Kemudian dalam Pasal 27 huruf B OPEC Statute dinyatakan bahwa: The
Secretary General shall be the chief officer of the Secretariat, and, in that
capacity, shall have the authority to direct the affairs of the Organization in
accordance with directions of the Board of Governors.
36
2.6 Tinjauan Umum tentang Association of South East Asian Nation
(ASEAN)
2.6.1 Sejarah Terbentuknya ASEAN
Pada tanggal 8 Agustus 1967, menteri luar negeri Indonesia, Singapura,
Malaysia, Filipina dan Thailand mengadakan pertemuan di Bangkok. Konferensi
tersebut menghasilkan suatu persetujuan yang disebut dengan Deklarasi Bangkok.29
Deklarasi tersebut yang kemudian menjadi tonggak berdirinya ASEAN. Dalam
paragraf pertama the Asean Declaration (Bangkok Declaration) of 8 August 1967
dideklarasikan pendirian ASEAN sebagai berikut: Do hereby declare the
establishment of an Association for Regional Cooperation among the countries of
South-East Asia to be known as the Association of South-East Asian Nations
(ASEAN).
Pada awal terbentuknya ASEAN memiliki 5 anggota, yakni negara-negara
pendirinya.
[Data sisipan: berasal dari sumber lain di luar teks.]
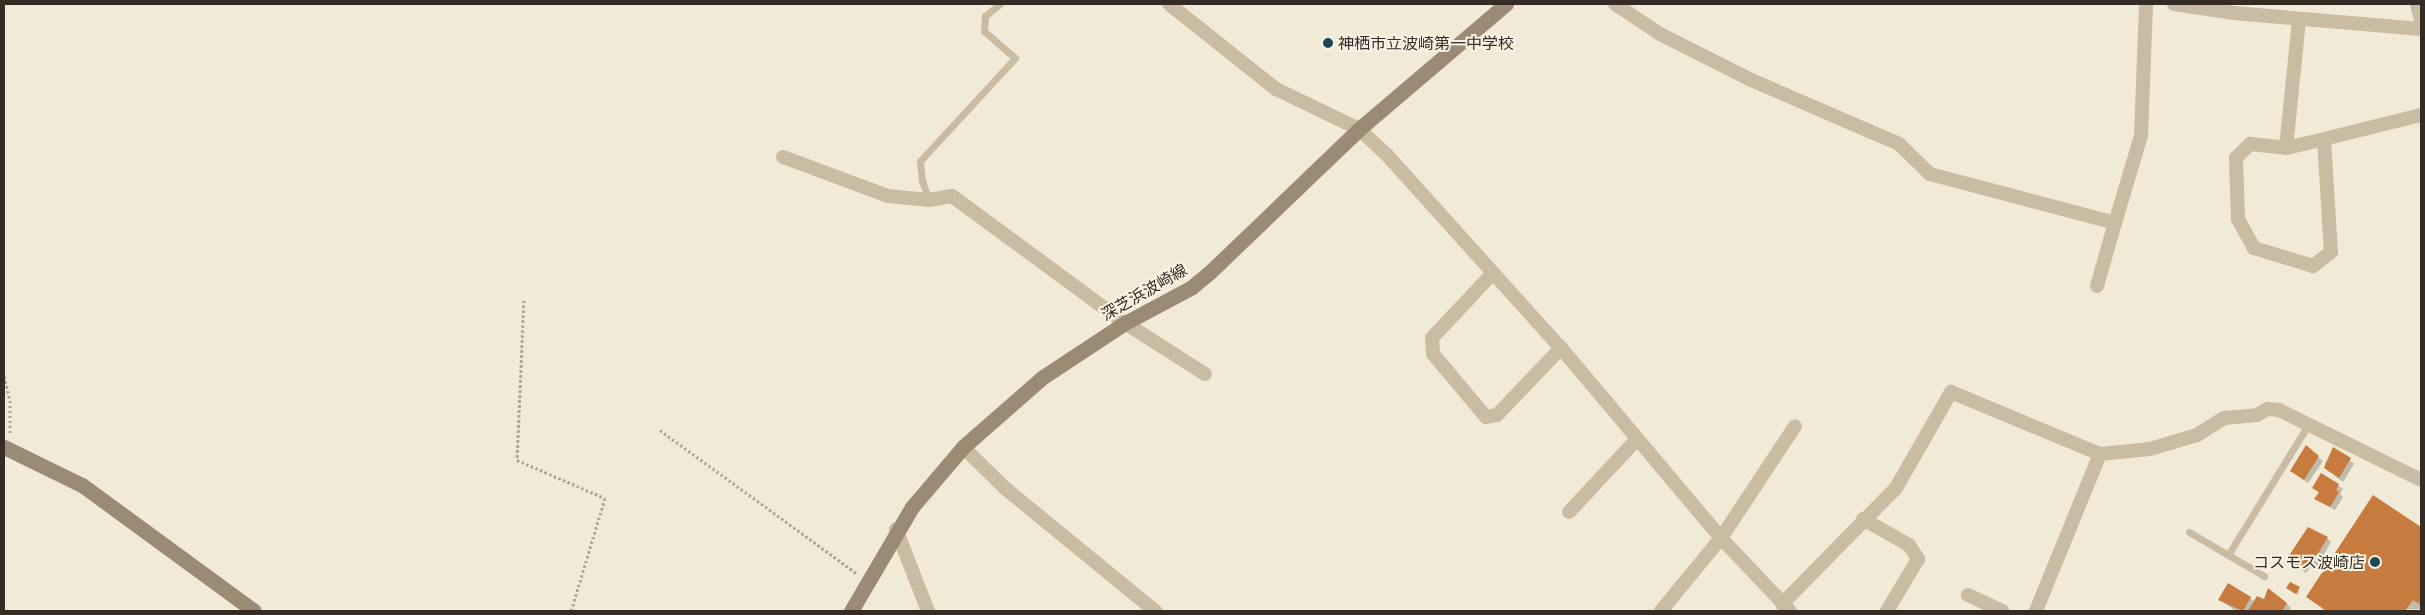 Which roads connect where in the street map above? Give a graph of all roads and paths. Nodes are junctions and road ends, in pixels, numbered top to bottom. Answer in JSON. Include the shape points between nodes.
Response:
{"nodes":[{"id":1,"x":1000,"y":4,"type":"edge"},
{"id":2,"x":1169,"y":4,"type":"edge"},
{"id":3,"x":1506,"y":4,"type":"edge"},
{"id":4,"x":1615,"y":4,"type":"edge"},
{"id":5,"x":2146,"y":4,"type":"edge"},
{"id":6,"x":2174,"y":4,"type":"edge"},
{"id":7,"x":2417,"y":4,"type":"edge"},
{"id":8,"x":2299,"y":20,"type":"junction"},
{"id":9,"x":2421,"y":22,"type":"edge"},
{"id":10,"x":2421,"y":29,"type":"edge"},
{"id":11,"x":2421,"y":115,"type":"edge"},
{"id":12,"x":1359,"y":129,"type":"junction"},
{"id":13,"x":2324,"y":139,"type":"junction"},
{"id":14,"x":2286,"y":148,"type":"junction"},
{"id":15,"x":783,"y":157,"type":"dead end"},
{"id":16,"x":929,"y":200,"type":"junction"},
{"id":17,"x":2115,"y":223,"type":"junction"},
{"id":18,"x":1493,"y":273,"type":"junction"},
{"id":19,"x":2097,"y":286,"type":"dead end"},
{"id":20,"x":524,"y":300,"type":"dead end"},
{"id":21,"x":1125,"y":323,"type":"junction"},
{"id":22,"x":1561,"y":348,"type":"junction"},
{"id":23,"x":1205,"y":374,"type":"dead end"},
{"id":24,"x":4,"y":376,"type":"edge"},
{"id":25,"x":2308,"y":425,"type":"junction"},
{"id":26,"x":1795,"y":426,"type":"dead end"},
{"id":27,"x":660,"y":430,"type":"dead end"},
{"id":28,"x":1637,"y":439,"type":"junction"},
{"id":29,"x":964,"y":447,"type":"junction"},
{"id":30,"x":7,"y":448,"type":"edge"},
{"id":31,"x":2100,"y":454,"type":"junction"},
{"id":32,"x":2421,"y":480,"type":"edge"},
{"id":33,"x":1569,"y":512,"type":"dead end"},
{"id":34,"x":1863,"y":518,"type":"junction"},
{"id":35,"x":896,"y":529,"type":"junction"},
{"id":36,"x":2189,"y":532,"type":"dead end"},
{"id":37,"x":1721,"y":538,"type":"junction"},
{"id":38,"x":2228,"y":555,"type":"junction"},
{"id":39,"x":2264,"y":576,"type":"dead end"},
{"id":40,"x":867,"y":581,"type":"junction"},
{"id":41,"x":1968,"y":595,"type":"dead end"},
{"id":42,"x":1786,"y":607,"type":"edge"},
{"id":43,"x":254,"y":611,"type":"edge"},
{"id":44,"x":571,"y":611,"type":"edge"},
{"id":45,"x":850,"y":611,"type":"edge"},
{"id":46,"x":928,"y":611,"type":"edge"},
{"id":47,"x":1155,"y":611,"type":"edge"},
{"id":48,"x":1661,"y":611,"type":"edge"},
{"id":49,"x":1887,"y":611,"type":"edge"},
{"id":50,"x":2002,"y":611,"type":"edge"},
{"id":51,"x":2036,"y":611,"type":"edge"}],
"edges":[{"from":1,"to":16,"type":"lane","via":[[984,16],[984,31],[1015,58],[920,161],[922,181]]},
{"from":2,"to":12,"type":"street","via":[[1276,89]]},
{"from":3,"to":12,"type":"main road","name":"深芝浜波崎線"},
{"from":4,"to":17,"type":"street","via":[[1660,34],[1749,79],[1899,144],[1930,174]]},
{"from":5,"to":17,"type":"street","via":[[2141,136]]},
{"from":6,"to":8,"type":"street"},
{"from":7,"to":9,"type":"street"},
{"from":8,"to":10,"type":"street"},
{"from":8,"to":14,"type":"street"},
{"from":11,"to":13,"type":"street"},
{"from":12,"to":18,"type":"street","via":[[1387,155]]},
{"from":12,"to":21,"type":"main road","name":"深芝浜波崎線","via":[[1210,272],[1192,286]]},
{"from":13,"to":14,"type":"street"},
{"from":13,"to":14,"type":"street","via":[[2331,252],[2313,266],[2254,248],[2238,219],[2236,158],[2250,144]]},
{"from":15,"to":16,"type":"street","via":[[888,196]]},
{"from":16,"to":21,"type":"street","via":[[952,196]]},
{"from":17,"to":19,"type":"street"},
{"from":18,"to":22,"type":"street"},
{"from":18,"to":22,"type":"street","via":[[1432,338],[1433,354],[1486,416],[1498,416]]},
{"from":20,"to":44,"type":"path","via":[[517,460],[605,498]]},
{"from":21,"to":23,"type":"street"},
{"from":21,"to":29,"type":"main road","name":"深芝浜波崎線","via":[[1043,378]]},
{"from":22,"to":28,"type":"street"},
{"from":24,"to":30,"type":"path","via":[[10,400]]},
{"from":25,"to":31,"type":"street","via":[[2279,410],[2268,409],[2257,415],[2224,418],[2197,435],[2150,449]]},
{"from":25,"to":32,"type":"street"},
{"from":25,"to":38,"type":"lane"},
{"from":26,"to":37,"type":"street"},
{"from":27,"to":40,"type":"path"},
{"from":28,"to":33,"type":"street"},
{"from":28,"to":37,"type":"street"},
{"from":29,"to":35,"type":"main road","name":"深芝浜波崎線","via":[[926,487]]},
{"from":29,"to":47,"type":"street","via":[[1006,489]]},
{"from":30,"to":43,"type":"main road","via":[[82,484]]},
{"from":31,"to":34,"type":"street","via":[[1951,392],[1896,488]]},
{"from":31,"to":51,"type":"street"},
{"from":34,"to":42,"type":"street"},
{"from":34,"to":49,"type":"street","via":[[1909,545],[1918,559]]},
{"from":35,"to":40,"type":"main road","name":"深芝浜波崎線"},
{"from":35,"to":46,"type":"street"},
{"from":36,"to":38,"type":"lane"},
{"from":37,"to":42,"type":"street"},
{"from":37,"to":48,"type":"street"},
{"from":38,"to":39,"type":"lane"},
{"from":40,"to":45,"type":"main road","name":"深芝浜波崎線"},
{"from":41,"to":50,"type":"street"}]} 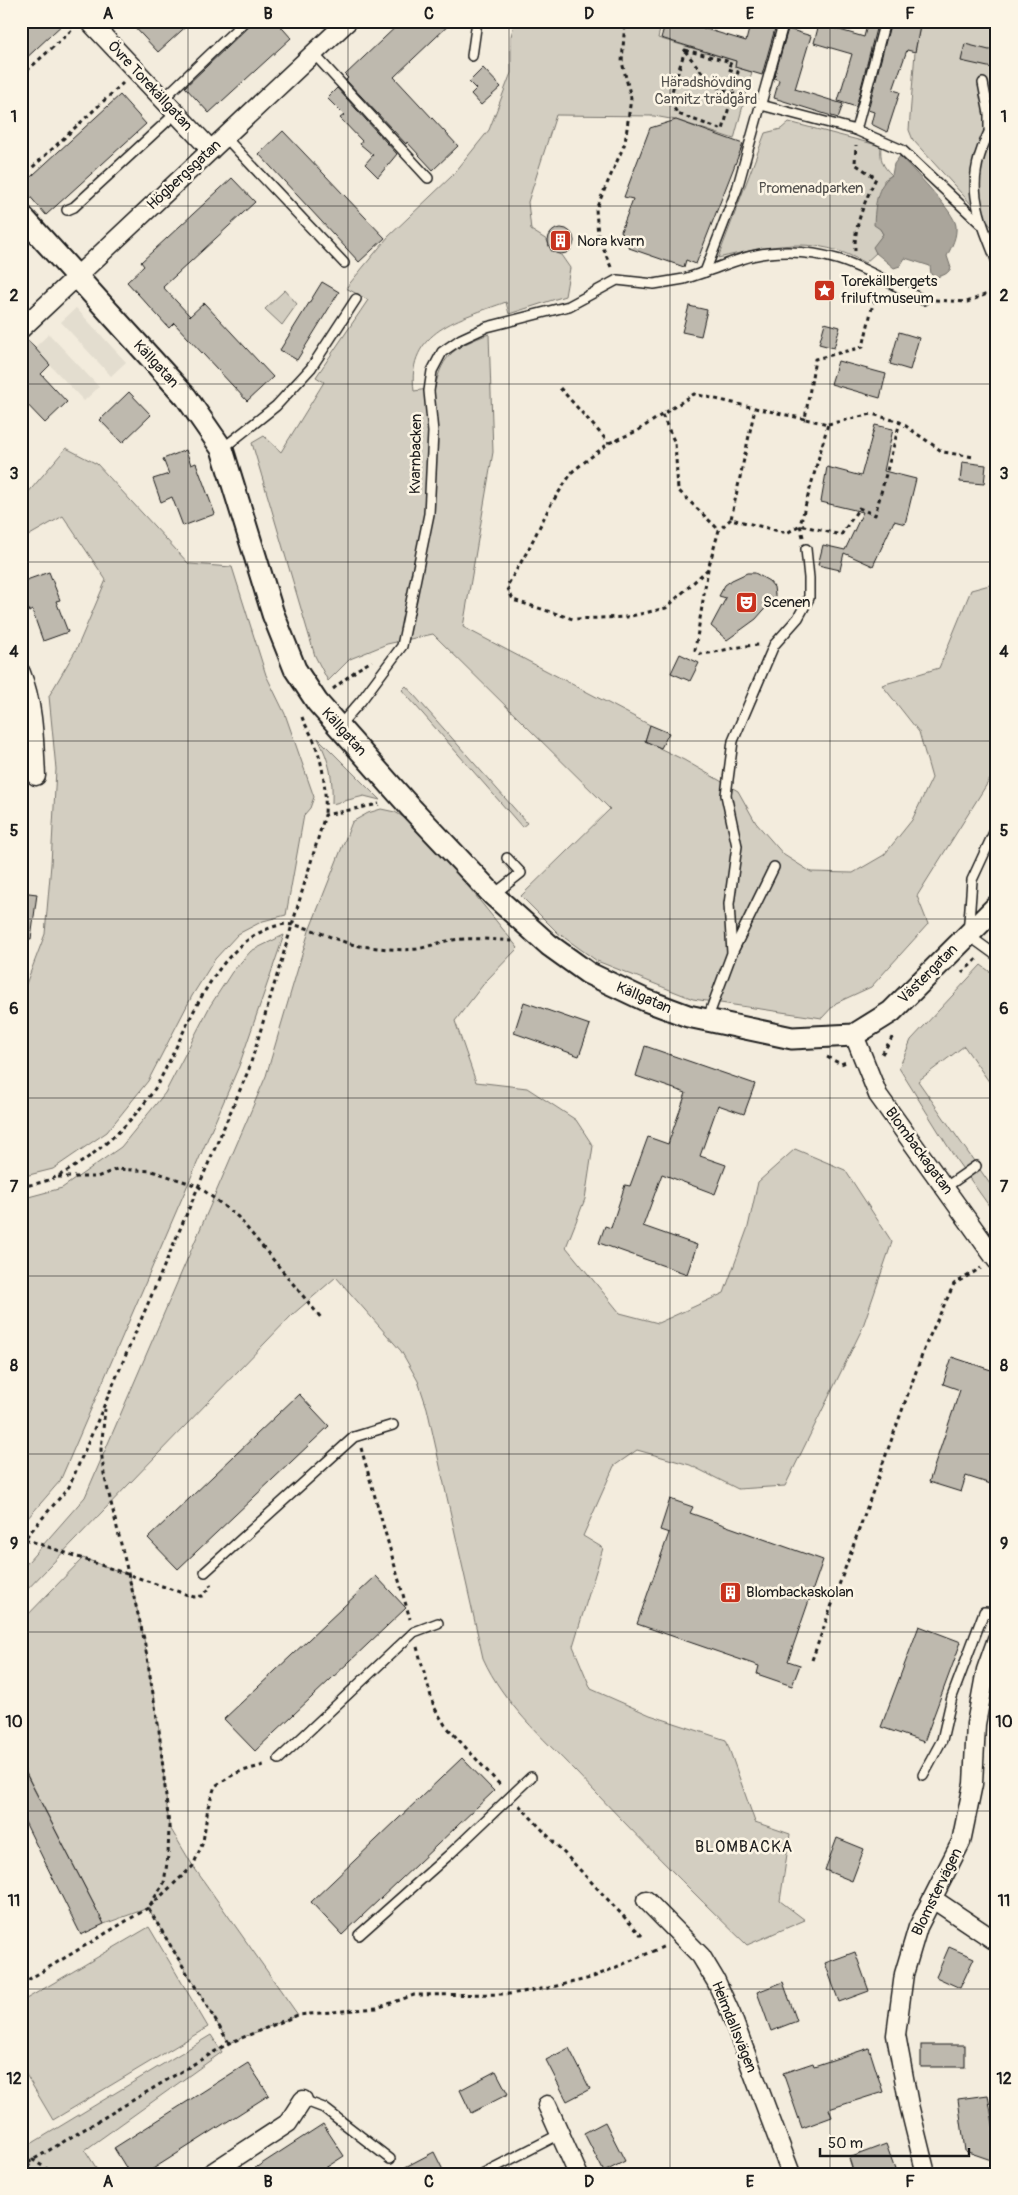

Brunei kemudian bergabung dengan ASEAN pada tahun 1984 dan
Vietnam bergabung dengan ASEAN sebagai anggota ketujuh pada tahun 1995.
Laos dan Myanmar bergabung dengan ASEAN pada bulan Juli 1997. Kamboja
menjadi anggota kesepuluh ASEAN pada tahun 1999.
Komunitas ASEAN terdiri dari tiga pilar, Politik Keamanan Masyarakat itu,
Komunitas Ekonomi dan Komunitas Sosial-Budaya. Setiap pilar memiliki
Blueprint sendiri dan bersama-sama dengan Initiative for ASEAN Integration (IAI)
membentuk Roadmap untuk Komunitas ASEAN 2009-2015.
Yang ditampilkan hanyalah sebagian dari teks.